An exact transcript of the records is what this task asks for.
(Supplied records)
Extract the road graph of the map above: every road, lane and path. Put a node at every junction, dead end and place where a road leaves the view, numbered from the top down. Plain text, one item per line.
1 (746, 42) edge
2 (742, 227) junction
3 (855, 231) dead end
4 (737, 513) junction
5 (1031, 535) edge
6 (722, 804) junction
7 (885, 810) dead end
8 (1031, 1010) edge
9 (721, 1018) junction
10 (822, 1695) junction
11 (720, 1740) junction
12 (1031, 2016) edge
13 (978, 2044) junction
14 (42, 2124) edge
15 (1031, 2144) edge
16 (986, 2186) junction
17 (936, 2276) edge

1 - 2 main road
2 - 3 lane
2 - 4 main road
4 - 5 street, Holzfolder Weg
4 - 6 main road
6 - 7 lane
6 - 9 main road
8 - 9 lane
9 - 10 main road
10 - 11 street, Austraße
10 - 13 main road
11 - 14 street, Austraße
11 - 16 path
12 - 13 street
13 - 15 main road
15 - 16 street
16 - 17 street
(End Supplied records)
*Solution*
Extract the road graph of the map above: every road, lane and path. Put a node at every junction, dead end and place where a road leaves the view, numbered from the top down. Plain text, one item per line.
1 (746, 42) edge
2 (742, 227) junction
3 (855, 231) dead end
4 (737, 513) junction
5 (1031, 535) edge
6 (722, 804) junction
7 (885, 810) dead end
8 (1031, 1010) edge
9 (721, 1018) junction
10 (822, 1695) junction
11 (720, 1740) junction
12 (1031, 2016) edge
13 (978, 2044) junction
14 (42, 2124) edge
15 (1031, 2144) edge
16 (986, 2186) junction
17 (936, 2276) edge

1 - 2 main road
2 - 3 lane
2 - 4 main road
4 - 5 street, Holzfolder Weg
4 - 6 main road
6 - 7 lane
6 - 9 main road
8 - 9 lane
9 - 10 main road
10 - 11 street, Austraße
10 - 13 main road
11 - 14 street, Austraße
11 - 16 path
12 - 13 street
13 - 15 main road
15 - 16 street
16 - 17 street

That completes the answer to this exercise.